## DATA FOR REVIEW
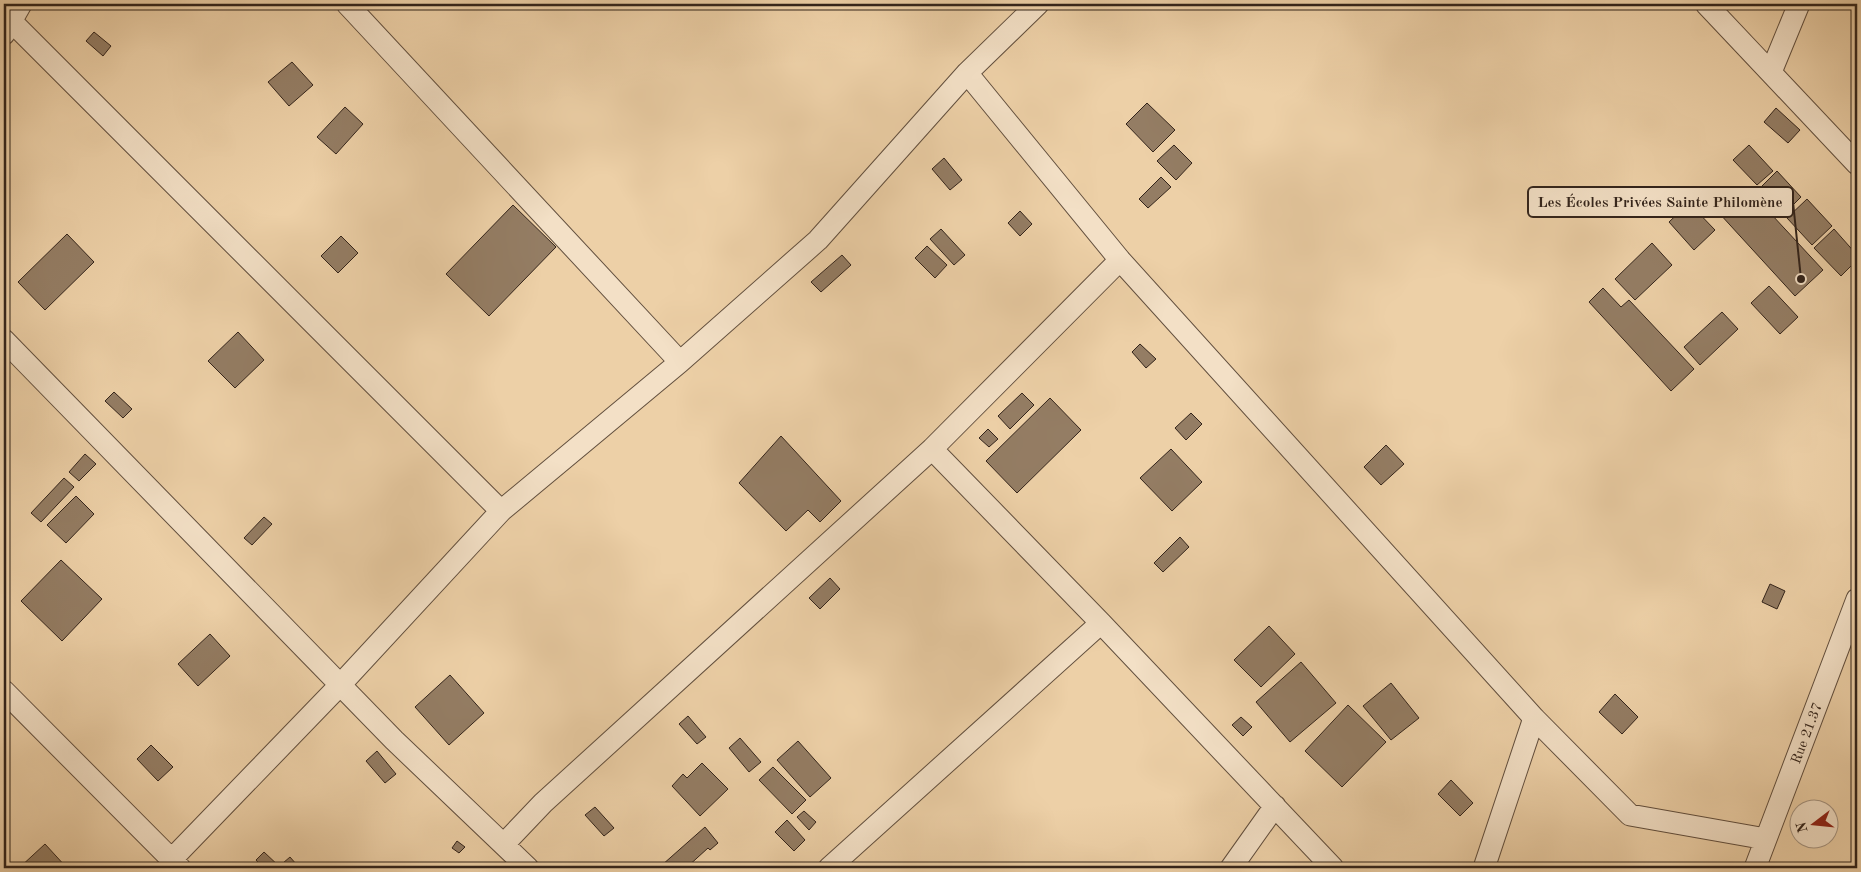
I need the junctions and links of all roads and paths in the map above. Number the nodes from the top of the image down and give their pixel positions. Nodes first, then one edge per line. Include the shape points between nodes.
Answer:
1 (347, 4) edge
2 (1038, 4) edge
3 (1706, 4) edge
4 (1799, 4) edge
5 (12, 20) edge
6 (1771, 72) junction
7 (967, 73) junction
8 (1857, 164) edge
9 (1120, 260) junction
10 (4, 340) edge
11 (680, 362) junction
12 (932, 448) junction
13 (501, 511) junction
14 (1857, 599) edge
15 (1101, 623) junction
16 (1850, 642) edge
17 (340, 684) junction
18 (4, 691) edge
19 (1534, 718) junction
20 (1275, 806) junction
21 (1766, 839) junction
22 (504, 844) junction
23 (176, 864) edge
24 (528, 868) edge
25 (829, 868) edge
26 (1231, 868) edge
27 (1333, 868) edge
28 (1484, 868) edge
29 (1755, 868) edge

1 - 11 street
2 - 7 street
3 - 6 street
4 - 6 street
5 - 13 street
6 - 8 street
7 - 9 street
7 - 11 street via 818,240
9 - 12 street
9 - 19 street
10 - 17 street
11 - 13 street
12 - 15 street
12 - 22 street via 543,803
13 - 17 street
14 - 16 street, Rue 21.37
15 - 20 street
15 - 25 street
16 - 21 street, Rue 21.37
17 - 22 street
17 - 23 street
18 - 23 street
19 - 21 street via 1630,815
19 - 28 street
20 - 26 street
20 - 27 street
21 - 29 street, Rue 21.37
22 - 24 street

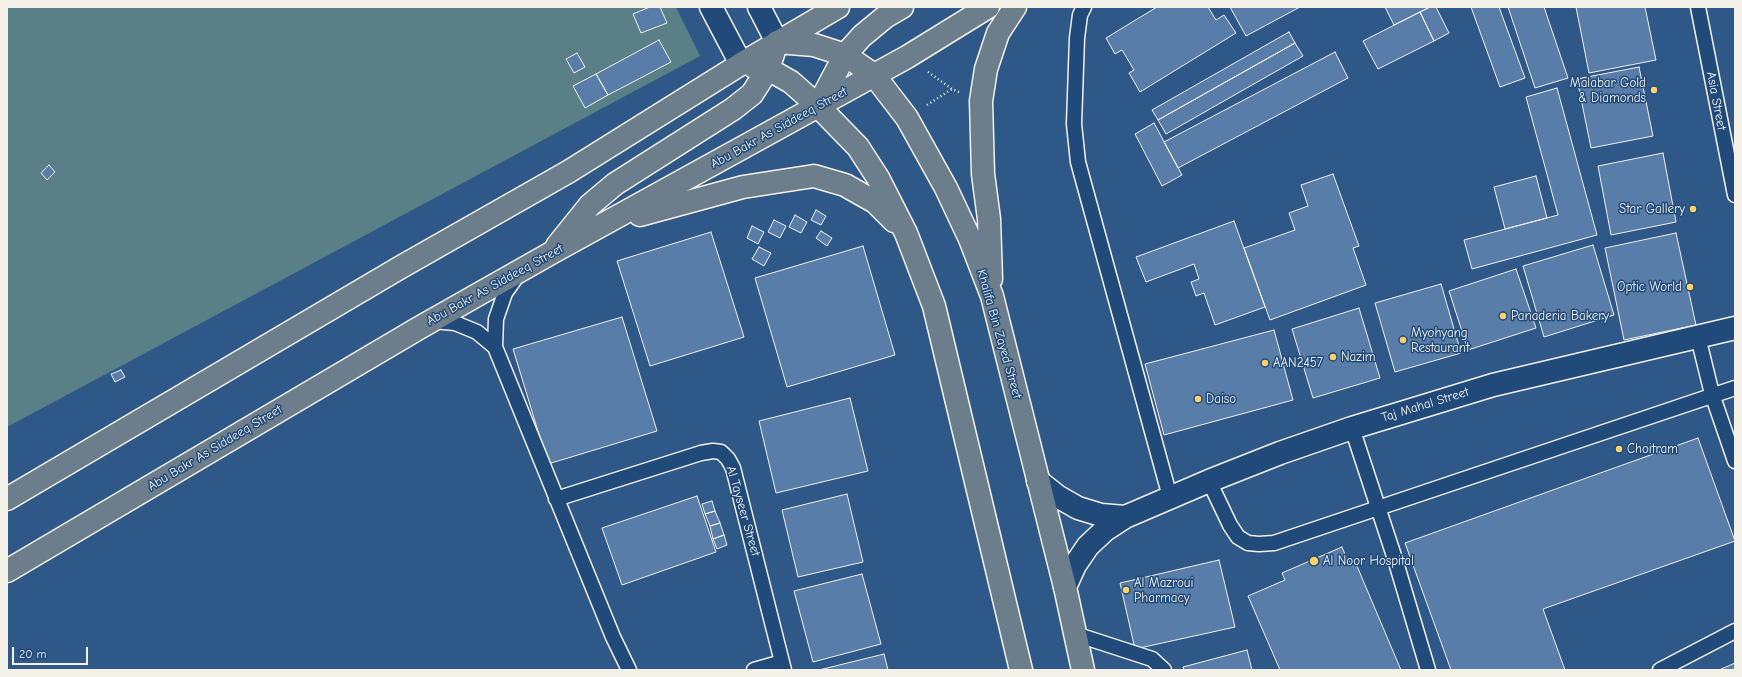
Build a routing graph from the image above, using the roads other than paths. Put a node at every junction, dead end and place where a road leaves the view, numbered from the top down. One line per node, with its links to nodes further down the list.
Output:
1 (712, 7): 11 (street)
2 (759, 7): 9 (street)
3 (838, 7): 9 (main road)
4 (902, 7): 10 (main road)
5 (988, 7): 13 (main road, Abu Bakr As Siddeeq Street)
6 (1015, 7): 20 (main road)
7 (1084, 7): 31 (lane)
8 (1698, 7): 15 (lane, Asia Street)
9 (777, 42): 10 (main road, Khalifa Bin Zayed Street); 11 (main road); 12 (main road)
10 (845, 55): 13 (main road, Khalifa Bin Zayed Street); 14 (main road)
11 (741, 64): 12 (main road); 32 (main road)
12 (768, 69): 14 (main road); 18 (main road)
13 (874, 75): 14 (main road, Abu Bakr As Siddeeq Street); 20 (main road, Khalifa Bin Zayed Street)
14 (818, 106): 16 (main road, Abu Bakr As Siddeeq Street); 17 (main road)
15 (1735, 195)
16 (601, 227): 17 (main road); 18 (main road, Abu Bakr As Siddeeq Street)
17 (906, 233): 43 (main road)
18 (553, 252): 19 (main road, Abu Bakr As Siddeeq Street)
19 (520, 271): 21 (main road, Abu Bakr As Siddeeq Street); 24 (lane)
20 (992, 296): 29 (main road, Khalifa Bin Zayed Street)
21 (432, 320): 24 (lane); 36 (main road, Abu Bakr As Siddeeq Street)
22 (1735, 328): 23 (street, Taj Mahal Street)
23 (1698, 337): 26 (lane); 27 (street, Taj Mahal Street)
24 (495, 347): 33 (lane)
25 (1735, 388): 26 (lane)
26 (1712, 394): 28 (lane); 34 (lane)
27 (1352, 428): 30 (street, Taj Mahal Street); 34 (lane)
28 (1735, 461)
29 (1038, 481): 35 (street, Taj Mahal Street); 37 (main road, Khalifa Bin Zayed Street)
30 (1209, 481): 31 (street, Taj Mahal Street); 34 (lane)
31 (1170, 497): 35 (street, Taj Mahal Street)
32 (7, 499)
33 (556, 499): 40 (lane, Al Tayseer Street); 41 (lane)
34 (1378, 507): 46 (lane)
35 (1125, 517): 37 (street, Taj Mahal Street)
36 (7, 571)
37 (1065, 586): 39 (main road, Khalifa Bin Zayed Street)
38 (1735, 631): 47 (lane)
39 (1075, 634): 44 (main road, Khalifa Bin Zayed Street); 45 (lane)
40 (783, 666): 42 (lane)
41 (629, 670)
42 (754, 670)
43 (1021, 670)
44 (1083, 670)
45 (1164, 670)
46 (1428, 670)
47 (1660, 670)

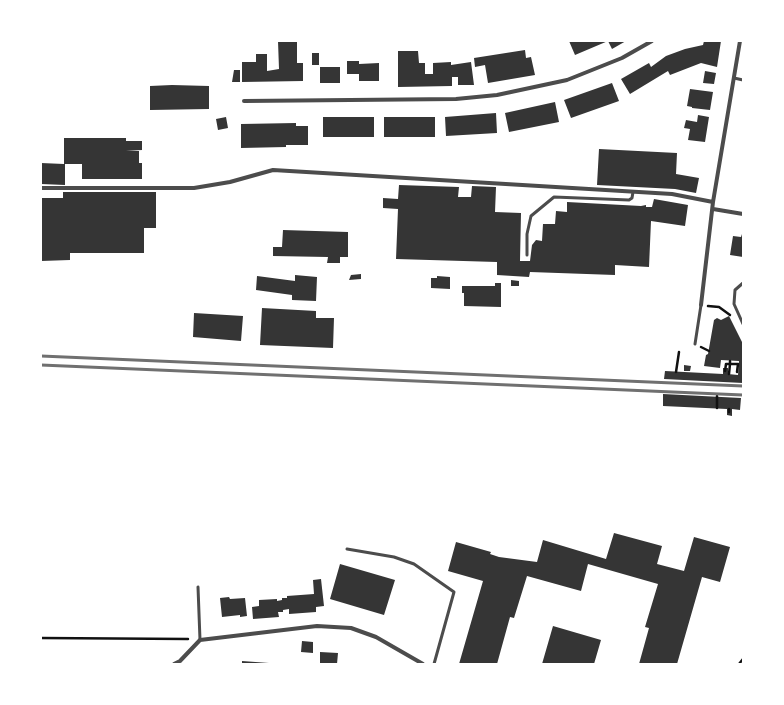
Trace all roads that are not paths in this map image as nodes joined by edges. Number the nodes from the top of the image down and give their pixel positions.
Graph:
1 (652, 41) edge
2 (740, 41) edge
3 (734, 78) junction
4 (743, 80) edge
5 (244, 101) dead end
6 (41, 188) edge
7 (632, 192) junction
8 (714, 202) junction
9 (713, 209) junction
10 (743, 214) edge
11 (527, 255) dead end
12 (743, 283) edge
13 (701, 305) joint
14 (743, 324) edge
15 (695, 344) dead end
16 (347, 548) dead end
17 (198, 587) dead end
18 (200, 640) junction
19 (174, 664) edge
20 (423, 664) edge
21 (434, 664) edge

1 - 5 street
2 - 3 street
3 - 4 lane
3 - 8 street
6 - 7 street
7 - 8 street
7 - 11 lane
8 - 9 street
9 - 10 street
9 - 13 street
12 - 14 lane
13 - 15 lane
16 - 21 lane
17 - 18 lane
18 - 19 street
18 - 20 street

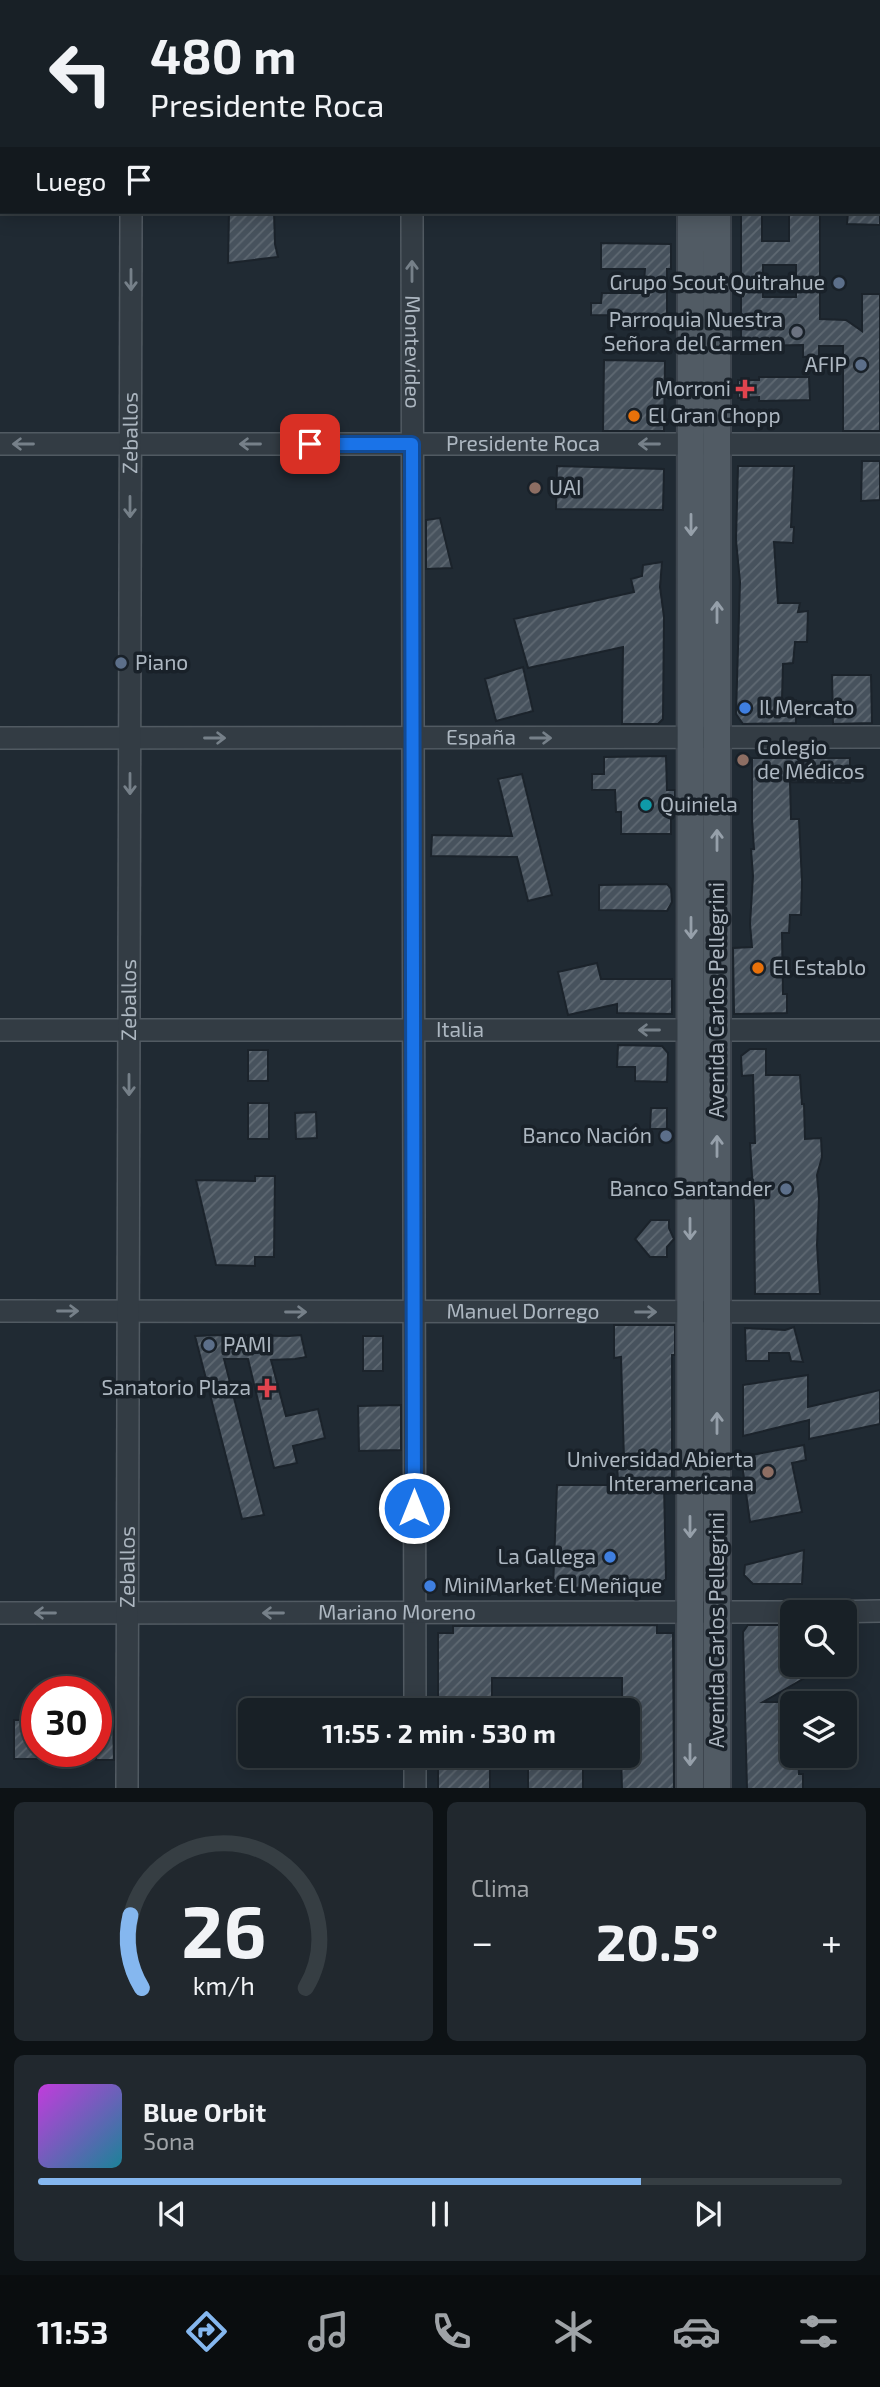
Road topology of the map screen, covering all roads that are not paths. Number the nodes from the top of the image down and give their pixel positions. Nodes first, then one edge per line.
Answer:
1 (131, 214) edge
2 (412, 214) edge
3 (691, 214) edge
4 (717, 214) edge
5 (0, 444) edge
6 (131, 444) junction
7 (412, 444) junction
8 (691, 444) junction
9 (717, 444) junction
10 (880, 444) edge
11 (880, 737) edge
12 (0, 738) edge
13 (130, 738) junction
14 (413, 738) junction
15 (691, 738) junction
16 (717, 738) junction
17 (0, 1030) edge
18 (129, 1030) junction
19 (414, 1030) junction
20 (690, 1030) junction
21 (717, 1030) junction
22 (880, 1030) edge
23 (0, 1311) edge
24 (128, 1311) junction
25 (414, 1312) junction
26 (690, 1312) junction
27 (717, 1312) junction
28 (880, 1312) edge
29 (857, 1611) edge
30 (880, 1611) edge
31 (780, 1612) edge
32 (0, 1613) edge
33 (127, 1613) junction
34 (414, 1613) junction
35 (690, 1614) junction
36 (717, 1614) junction
37 (415, 1698) edge
38 (415, 1768) edge
39 (127, 1788) edge
40 (415, 1788) edge
41 (690, 1788) edge
42 (717, 1788) edge

1 -> 6 street, Zeballos
7 -> 2 street, Montevideo
3 - 8 main road, Avenida Carlos Pellegrini
4 - 9 main road, Avenida Carlos Pellegrini
6 -> 5 street, Presidente Roca
7 -> 6 street, Presidente Roca
6 -> 13 street, Zeballos
8 -> 7 street, Presidente Roca
7 - 14 street, Montevideo
8 - 9 street, Presidente Roca
8 -> 15 main road, Avenida Carlos Pellegrini
9 - 10 street, Presidente Roca
16 -> 9 main road, Avenida Carlos Pellegrini
11 - 16 street, España
12 - 13 street, España
13 -> 14 street, España
13 -> 18 street, Zeballos
14 -> 15 street, España
14 - 19 street, Montevideo
15 - 16 street, España
15 -> 20 main road, Avenida Carlos Pellegrini
21 -> 16 main road, Avenida Carlos Pellegrini
17 - 18 street, Italia
18 - 19 street, Italia
18 -> 24 street, Zeballos
20 -> 19 street, Italia
19 - 25 street, Montevideo
20 - 21 street, Italia
20 -> 26 main road, Avenida Carlos Pellegrini
21 - 22 street, Italia
27 -> 21 main road, Avenida Carlos Pellegrini
23 -> 24 street, Manuel Dorrego
24 -> 25 street, Manuel Dorrego
24 - 33 street, Zeballos
25 -> 26 street, Manuel Dorrego
25 - 34 street, Montevideo
26 - 27 street, Manuel Dorrego
26 -> 35 main road, Avenida Carlos Pellegrini
27 - 28 street, Manuel Dorrego
36 -> 27 main road, Avenida Carlos Pellegrini
29 - 30 street
31 - 36 street, Mariano Moreno
33 -> 32 street, Mariano Moreno
34 -> 33 street, Mariano Moreno
33 - 39 street, Zeballos
34 - 35 street, Mariano Moreno
34 - 37 street, Montevideo
35 - 36 street, Mariano Moreno
35 -> 41 main road, Avenida Carlos Pellegrini
36 - 42 main road, Avenida Carlos Pellegrini
38 - 40 street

## WORK TO COMPLETE
Report how many lines in the listing above hold the string "Mariano", giving the number and no other words.

## RESPONSE BOX
5